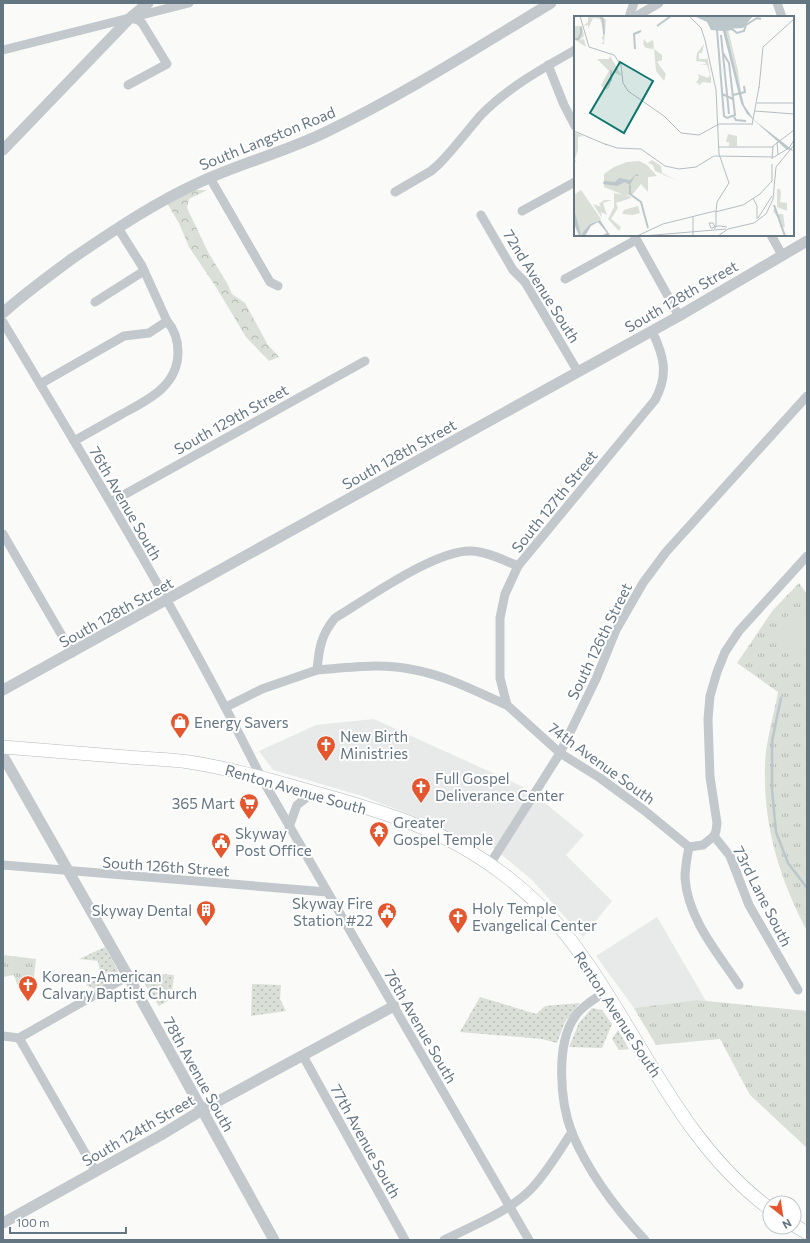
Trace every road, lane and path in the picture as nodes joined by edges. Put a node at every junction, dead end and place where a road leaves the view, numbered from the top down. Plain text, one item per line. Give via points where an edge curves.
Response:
1 (148, 3) edge
2 (188, 3) edge
3 (551, 3) edge
4 (634, 3) edge
5 (659, 3) edge
6 (776, 3) edge
7 (629, 16) edge
8 (637, 16) edge
9 (782, 16) edge
10 (130, 18) junction
11 (3, 50) edge
12 (574, 51) edge
13 (548, 65) junction
14 (128, 85) dead end
15 (574, 124) edge
16 (3, 150) edge
17 (210, 178) junction
18 (574, 183) edge
19 (395, 192) dead end
20 (522, 211) dead end
21 (481, 215) dead end
22 (118, 228) junction
23 (772, 236) edge
24 (635, 238) edge
25 (807, 241) edge
26 (782, 255) junction
27 (144, 271) junction
28 (565, 279) dead end
29 (278, 286) dead end
30 (95, 302) dead end
31 (3, 313) edge
32 (679, 316) junction
33 (167, 321) junction
34 (3, 322) edge
35 (652, 331) junction
36 (365, 361) dead end
37 (578, 372) junction
38 (40, 384) junction
39 (807, 396) edge
40 (74, 441) junction
41 (111, 502) junction
42 (3, 534) edge
43 (807, 556) edge
44 (518, 566) junction
45 (167, 601) junction
46 (72, 653) junction
47 (317, 670) junction
48 (3, 690) edge
49 (507, 705) junction
50 (226, 707) junction
51 (3, 747) edge
52 (560, 753) junction
53 (3, 756) edge
54 (261, 777) junction
55 (314, 792) junction
56 (289, 827) junction
57 (714, 836) junction
58 (689, 847) junction
59 (490, 864) junction
60 (3, 866) edge
61 (70, 872) junction
62 (327, 892) junction
63 (128, 976) junction
64 (738, 985) dead end
65 (798, 990) dead end
66 (606, 991) junction
67 (394, 1006) junction
68 (3, 1036) edge
69 (19, 1038) junction
70 (303, 1056) junction
71 (202, 1110) junction
72 (572, 1132) junction
73 (96, 1172) junction
74 (762, 1203) edge
75 (509, 1206) junction
76 (3, 1223) edge
77 (274, 1240) edge
78 (405, 1240) edge
79 (444, 1240) edge
80 (528, 1240) edge
81 (646, 1240) edge

1 - 10 street
2 - 10 street
3 - 17 street, South Langston Road via 429,77 347,122 283,151
4 - 7 street
5 - 8 street
6 - 9 street
10 - 11 street
10 - 14 street via 142,23 167,64
10 - 16 street
12 - 13 street
13 - 15 street
13 - 19 street via 503,95 482,114 431,171
17 - 22 street, South Langston Road via 175,194
17 - 29 street via 270,282
18 - 20 street
21 - 37 street, 72nd Avenue South via 513,270 525,282
22 - 27 street
22 - 31 street, South Langston Road
23 - 26 street
24 - 28 street
24 - 32 street
25 - 26 street, South 128th Street
26 - 32 street, South 128th Street
27 - 30 street
27 - 33 street
32 - 35 street, South 128th Street
33 - 38 street via 149,332 124,336
33 - 40 street via 171,325 178,346 177,363 167,384 152,398
34 - 38 street, 76th Avenue South
35 - 37 street, South 128th Street
35 - 44 street, South 127th Street via 662,352 664,368 662,384 655,400
36 - 41 street, South 129th Street
37 - 45 street, South 128th Street
38 - 40 street, 76th Avenue South
39 - 52 street, South 126th Street via 666,552 643,584 616,630 596,679
40 - 41 street, 76th Avenue South
41 - 45 street, 76th Avenue South
42 - 46 street
43 - 57 street via 739,631 725,652 717,672 710,696 708,719 710,777 717,823
44 - 47 street, South 127th Street via 489,554 471,551 455,552 426,563 335,618 325,630
44 - 49 street via 505,594 500,618 500,678
45 - 46 street, South 128th Street
45 - 50 street, 76th Avenue South
46 - 48 street, South 128th Street
47 - 49 street, 74th Avenue South via 364,666 415,670 462,685
47 - 50 street via 262,689
49 - 52 street, 74th Avenue South
50 - 54 street, 76th Avenue South
51 - 54 main road, Renton Avenue South via 186,762
52 - 58 street, 74th Avenue South via 600,778
52 - 59 street, South 126th Street
53 - 61 street, 78th Avenue South
54 - 55 main road, Renton Avenue South
54 - 56 street, 76th Avenue South
55 - 56 street via 297,805
55 - 59 main road, Renton Avenue South via 418,825
56 - 62 street, 76th Avenue South
57 - 58 street via 703,845
57 - 65 street, 73rd Lane South via 730,856 749,906
58 - 64 street via 685,876 692,908 700,927
59 - 66 main road, Renton Avenue South via 537,903 578,950
60 - 61 street, South 126th Street
61 - 62 street, South 126th Street
61 - 63 street, 78th Avenue South
62 - 67 street, 76th Avenue South
63 - 69 street
63 - 71 street, 78th Avenue South
66 - 72 street via 584,1006 576,1015 569,1026 563,1048 562,1080
66 - 74 main road, Renton Avenue South via 685,1121 743,1188
67 - 70 street, South 124th Street
67 - 75 street, 76th Avenue South
68 - 69 street
69 - 73 street
70 - 71 street, South 124th Street
70 - 78 street, 77th Avenue South
71 - 73 street, South 124th Street
71 - 77 street, 78th Avenue South
72 - 75 street via 544,1174 531,1189
72 - 81 street via 606,1192
73 - 76 street, South 124th Street
75 - 79 street
75 - 80 street, 76th Avenue South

────

◆ WHAT YOU WILL DO ◆
Transcribe every record above in full. Pictures stay out of the copy.

◆ TASK OUTPUT ◆
Trace every road, lane and path in the picture as nodes joined by edges. Put a node at every junction, dead end and place where a road leaves the view, numbered from the top down. Plain text, one item per line. Give via points where an edge curves.
Response:
1 (148, 3) edge
2 (188, 3) edge
3 (551, 3) edge
4 (634, 3) edge
5 (659, 3) edge
6 (776, 3) edge
7 (629, 16) edge
8 (637, 16) edge
9 (782, 16) edge
10 (130, 18) junction
11 (3, 50) edge
12 (574, 51) edge
13 (548, 65) junction
14 (128, 85) dead end
15 (574, 124) edge
16 (3, 150) edge
17 (210, 178) junction
18 (574, 183) edge
19 (395, 192) dead end
20 (522, 211) dead end
21 (481, 215) dead end
22 (118, 228) junction
23 (772, 236) edge
24 (635, 238) edge
25 (807, 241) edge
26 (782, 255) junction
27 (144, 271) junction
28 (565, 279) dead end
29 (278, 286) dead end
30 (95, 302) dead end
31 (3, 313) edge
32 (679, 316) junction
33 (167, 321) junction
34 (3, 322) edge
35 (652, 331) junction
36 (365, 361) dead end
37 (578, 372) junction
38 (40, 384) junction
39 (807, 396) edge
40 (74, 441) junction
41 (111, 502) junction
42 (3, 534) edge
43 (807, 556) edge
44 (518, 566) junction
45 (167, 601) junction
46 (72, 653) junction
47 (317, 670) junction
48 (3, 690) edge
49 (507, 705) junction
50 (226, 707) junction
51 (3, 747) edge
52 (560, 753) junction
53 (3, 756) edge
54 (261, 777) junction
55 (314, 792) junction
56 (289, 827) junction
57 (714, 836) junction
58 (689, 847) junction
59 (490, 864) junction
60 (3, 866) edge
61 (70, 872) junction
62 (327, 892) junction
63 (128, 976) junction
64 (738, 985) dead end
65 (798, 990) dead end
66 (606, 991) junction
67 (394, 1006) junction
68 (3, 1036) edge
69 (19, 1038) junction
70 (303, 1056) junction
71 (202, 1110) junction
72 (572, 1132) junction
73 (96, 1172) junction
74 (762, 1203) edge
75 (509, 1206) junction
76 (3, 1223) edge
77 (274, 1240) edge
78 (405, 1240) edge
79 (444, 1240) edge
80 (528, 1240) edge
81 (646, 1240) edge

1 - 10 street
2 - 10 street
3 - 17 street, South Langston Road via 429,77 347,122 283,151
4 - 7 street
5 - 8 street
6 - 9 street
10 - 11 street
10 - 14 street via 142,23 167,64
10 - 16 street
12 - 13 street
13 - 15 street
13 - 19 street via 503,95 482,114 431,171
17 - 22 street, South Langston Road via 175,194
17 - 29 street via 270,282
18 - 20 street
21 - 37 street, 72nd Avenue South via 513,270 525,282
22 - 27 street
22 - 31 street, South Langston Road
23 - 26 street
24 - 28 street
24 - 32 street
25 - 26 street, South 128th Street
26 - 32 street, South 128th Street
27 - 30 street
27 - 33 street
32 - 35 street, South 128th Street
33 - 38 street via 149,332 124,336
33 - 40 street via 171,325 178,346 177,363 167,384 152,398
34 - 38 street, 76th Avenue South
35 - 37 street, South 128th Street
35 - 44 street, South 127th Street via 662,352 664,368 662,384 655,400
36 - 41 street, South 129th Street
37 - 45 street, South 128th Street
38 - 40 street, 76th Avenue South
39 - 52 street, South 126th Street via 666,552 643,584 616,630 596,679
40 - 41 street, 76th Avenue South
41 - 45 street, 76th Avenue South
42 - 46 street
43 - 57 street via 739,631 725,652 717,672 710,696 708,719 710,777 717,823
44 - 47 street, South 127th Street via 489,554 471,551 455,552 426,563 335,618 325,630
44 - 49 street via 505,594 500,618 500,678
45 - 46 street, South 128th Street
45 - 50 street, 76th Avenue South
46 - 48 street, South 128th Street
47 - 49 street, 74th Avenue South via 364,666 415,670 462,685
47 - 50 street via 262,689
49 - 52 street, 74th Avenue South
50 - 54 street, 76th Avenue South
51 - 54 main road, Renton Avenue South via 186,762
52 - 58 street, 74th Avenue South via 600,778
52 - 59 street, South 126th Street
53 - 61 street, 78th Avenue South
54 - 55 main road, Renton Avenue South
54 - 56 street, 76th Avenue South
55 - 56 street via 297,805
55 - 59 main road, Renton Avenue South via 418,825
56 - 62 street, 76th Avenue South
57 - 58 street via 703,845
57 - 65 street, 73rd Lane South via 730,856 749,906
58 - 64 street via 685,876 692,908 700,927
59 - 66 main road, Renton Avenue South via 537,903 578,950
60 - 61 street, South 126th Street
61 - 62 street, South 126th Street
61 - 63 street, 78th Avenue South
62 - 67 street, 76th Avenue South
63 - 69 street
63 - 71 street, 78th Avenue South
66 - 72 street via 584,1006 576,1015 569,1026 563,1048 562,1080
66 - 74 main road, Renton Avenue South via 685,1121 743,1188
67 - 70 street, South 124th Street
67 - 75 street, 76th Avenue South
68 - 69 street
69 - 73 street
70 - 71 street, South 124th Street
70 - 78 street, 77th Avenue South
71 - 73 street, South 124th Street
71 - 77 street, 78th Avenue South
72 - 75 street via 544,1174 531,1189
72 - 81 street via 606,1192
73 - 76 street, South 124th Street
75 - 79 street
75 - 80 street, 76th Avenue South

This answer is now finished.